Reportagem
Fernando Pessoa: Plural como o universo
por Rinaldo Gama
REPRODUÇÃO
Pessoa fotografado em 1929 no “Abel Pereira da Fonseca”.
“Desde a data de sua morte, 30 de novembro de 1935, tem-se cada vez mais recordado o aniversário de Fernando Pessoa. Se ele morreu praticamente inédito e desconhecido mesmo em sua pátria, hoje a lembrança da octogésima passagem do dia de seu nascimento ultrapassa as fronteiras dos países de língua portuguesa”. A observação é de Roman Jakobson e está na abertura de um ensaio clássico, “Os oxímoros dialéticos de Fernando Pessoa”, datado de 1968 e incluído em Lingüística. Poética. Cinema (1970).

Quatro décadas após a publicação daquelas palavras, elas só careceriam hoje de uma atualização cronológica – e de ênfase. Cento e vinte anos depois de haver nascido – em Lisboa, às 15 horas e 20 minutos da quarta-feira 13 de junho de 1888 –, Fernando António Nogueira Pessoa segue sendo o fenômeno mais extraordinário da literatura de seu idioma, ombreado com os maiores nomes das letras do século XX e também, ponto fundamental, de qualquer outra época.

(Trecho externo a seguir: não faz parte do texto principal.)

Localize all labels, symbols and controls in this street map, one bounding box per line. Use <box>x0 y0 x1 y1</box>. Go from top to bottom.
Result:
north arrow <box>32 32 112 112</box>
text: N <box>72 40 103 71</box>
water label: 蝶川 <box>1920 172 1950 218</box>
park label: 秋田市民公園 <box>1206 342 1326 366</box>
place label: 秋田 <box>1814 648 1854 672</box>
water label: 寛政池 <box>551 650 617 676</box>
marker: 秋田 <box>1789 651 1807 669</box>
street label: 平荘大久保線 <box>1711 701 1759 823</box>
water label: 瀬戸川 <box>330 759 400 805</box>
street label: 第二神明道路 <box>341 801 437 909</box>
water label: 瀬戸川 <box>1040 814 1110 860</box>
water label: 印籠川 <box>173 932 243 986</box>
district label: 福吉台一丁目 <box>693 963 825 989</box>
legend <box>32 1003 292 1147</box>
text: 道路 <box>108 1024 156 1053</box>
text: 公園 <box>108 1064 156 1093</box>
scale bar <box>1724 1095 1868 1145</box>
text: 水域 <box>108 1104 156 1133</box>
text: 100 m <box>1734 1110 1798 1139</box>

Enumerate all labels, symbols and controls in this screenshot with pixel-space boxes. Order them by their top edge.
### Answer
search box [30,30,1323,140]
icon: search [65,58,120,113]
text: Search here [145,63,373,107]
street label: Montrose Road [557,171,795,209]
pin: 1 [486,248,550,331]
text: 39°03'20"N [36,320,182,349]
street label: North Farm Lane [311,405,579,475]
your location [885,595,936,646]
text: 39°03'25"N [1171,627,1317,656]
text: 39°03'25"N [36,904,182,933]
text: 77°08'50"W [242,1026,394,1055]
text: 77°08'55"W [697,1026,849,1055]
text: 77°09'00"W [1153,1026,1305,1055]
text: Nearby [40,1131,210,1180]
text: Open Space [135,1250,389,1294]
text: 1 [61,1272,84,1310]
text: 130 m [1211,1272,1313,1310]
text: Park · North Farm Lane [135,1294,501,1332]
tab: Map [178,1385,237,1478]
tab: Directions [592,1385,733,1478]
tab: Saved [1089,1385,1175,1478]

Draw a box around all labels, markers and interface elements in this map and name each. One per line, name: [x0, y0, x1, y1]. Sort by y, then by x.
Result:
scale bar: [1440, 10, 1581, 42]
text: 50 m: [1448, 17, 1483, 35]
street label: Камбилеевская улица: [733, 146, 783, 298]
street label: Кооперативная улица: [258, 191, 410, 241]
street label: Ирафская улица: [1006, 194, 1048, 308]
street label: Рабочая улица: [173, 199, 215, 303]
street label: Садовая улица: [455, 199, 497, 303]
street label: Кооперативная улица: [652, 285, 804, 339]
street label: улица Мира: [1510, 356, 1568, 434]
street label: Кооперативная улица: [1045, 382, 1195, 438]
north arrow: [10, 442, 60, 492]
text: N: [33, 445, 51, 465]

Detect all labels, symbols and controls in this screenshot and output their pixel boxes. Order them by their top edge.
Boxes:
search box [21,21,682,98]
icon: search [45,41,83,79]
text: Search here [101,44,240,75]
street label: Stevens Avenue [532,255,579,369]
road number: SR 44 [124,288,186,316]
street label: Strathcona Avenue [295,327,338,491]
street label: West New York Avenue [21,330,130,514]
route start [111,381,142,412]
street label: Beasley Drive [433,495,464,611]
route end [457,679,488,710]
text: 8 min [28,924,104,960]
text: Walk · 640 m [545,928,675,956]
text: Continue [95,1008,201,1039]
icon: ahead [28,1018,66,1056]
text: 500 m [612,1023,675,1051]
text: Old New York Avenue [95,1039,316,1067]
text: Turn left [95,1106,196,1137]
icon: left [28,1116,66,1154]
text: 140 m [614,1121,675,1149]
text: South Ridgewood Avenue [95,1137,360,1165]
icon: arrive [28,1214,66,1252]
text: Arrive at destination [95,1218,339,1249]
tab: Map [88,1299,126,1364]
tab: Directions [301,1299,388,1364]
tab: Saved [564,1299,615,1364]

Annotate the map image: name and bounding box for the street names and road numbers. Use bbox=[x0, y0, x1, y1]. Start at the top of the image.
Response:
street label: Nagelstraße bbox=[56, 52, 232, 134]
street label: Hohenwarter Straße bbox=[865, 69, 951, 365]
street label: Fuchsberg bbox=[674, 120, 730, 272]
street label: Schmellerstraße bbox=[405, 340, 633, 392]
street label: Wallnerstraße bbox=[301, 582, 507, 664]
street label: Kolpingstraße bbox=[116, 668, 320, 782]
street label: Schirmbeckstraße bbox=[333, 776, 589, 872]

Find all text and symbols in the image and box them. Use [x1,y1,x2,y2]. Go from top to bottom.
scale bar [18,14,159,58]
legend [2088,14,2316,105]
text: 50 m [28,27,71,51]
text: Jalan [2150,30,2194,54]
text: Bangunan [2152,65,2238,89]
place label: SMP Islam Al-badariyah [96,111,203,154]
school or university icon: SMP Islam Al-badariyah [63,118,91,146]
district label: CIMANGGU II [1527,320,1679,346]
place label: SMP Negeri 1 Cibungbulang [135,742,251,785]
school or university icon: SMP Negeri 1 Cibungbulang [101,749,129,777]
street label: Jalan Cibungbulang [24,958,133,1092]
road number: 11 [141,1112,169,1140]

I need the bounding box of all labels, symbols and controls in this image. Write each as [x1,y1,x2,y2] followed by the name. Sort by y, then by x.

Dito de outra forma: ao salto de ordem geográfica apontado por Jakobson, deve-se somar agora a superação alcançada pela obra pessoana do que poderíamos chamar de um “confinamento histórico”, ou seja, sua importância deixou definitivamente de se restringir à poesia praticada nos Novecentos. Não é difícil entender o porquê desse alargamento no espaço e sobretudo no tempo. Quando se fala em Pessoa comete-se, nunca é demais lembrar, uma impropriedade: trata-se não de um mas de vários autores; portanto, o que está em causa são várias obras e não apenas uma. Isso porque, como é largamente sabido, o grande trunfo do escritor lusitano foi criar, sob o disfarce de diferentes personas, os seus formidáveis heterônimos – numa estratégia literária que já chamamos, em outras oportunidades, de “estética do fingimento”.

Essa disposição para “se outrar” surgiu ainda na infância: aos seis anos de idade, Pessoa deu vida ao precursor dos heterônimos, um certo Chevalier de Pas, em nome de quem escrevia cartas para si próprio. “Esse 'herói' dos seus seis anos é francês, o que leva a supor que em criança já escrevia e falava bem nossa língua, que lhe fora ensinada pela mãe”, anota Robert Bréchon na biografi a Estranho estrangeiro (1996). “O nome Pas não é aí o substantivo que designa o andar e sim o advérbio de negação. Um niilismo desses tem algo de assustador nessa idade. Podemos perguntar qual o sentido deste episódio. A tendência para 'criar em (meu) torno um mundo fi ctício' será resultado do sentimento feliz de uma superabundância de ser ou será antes conseqüência do choque afetivo que, ao privá-lo de amor, lhe gera uma carência de ser?”, indaga Bréchon (os grifos são nossos).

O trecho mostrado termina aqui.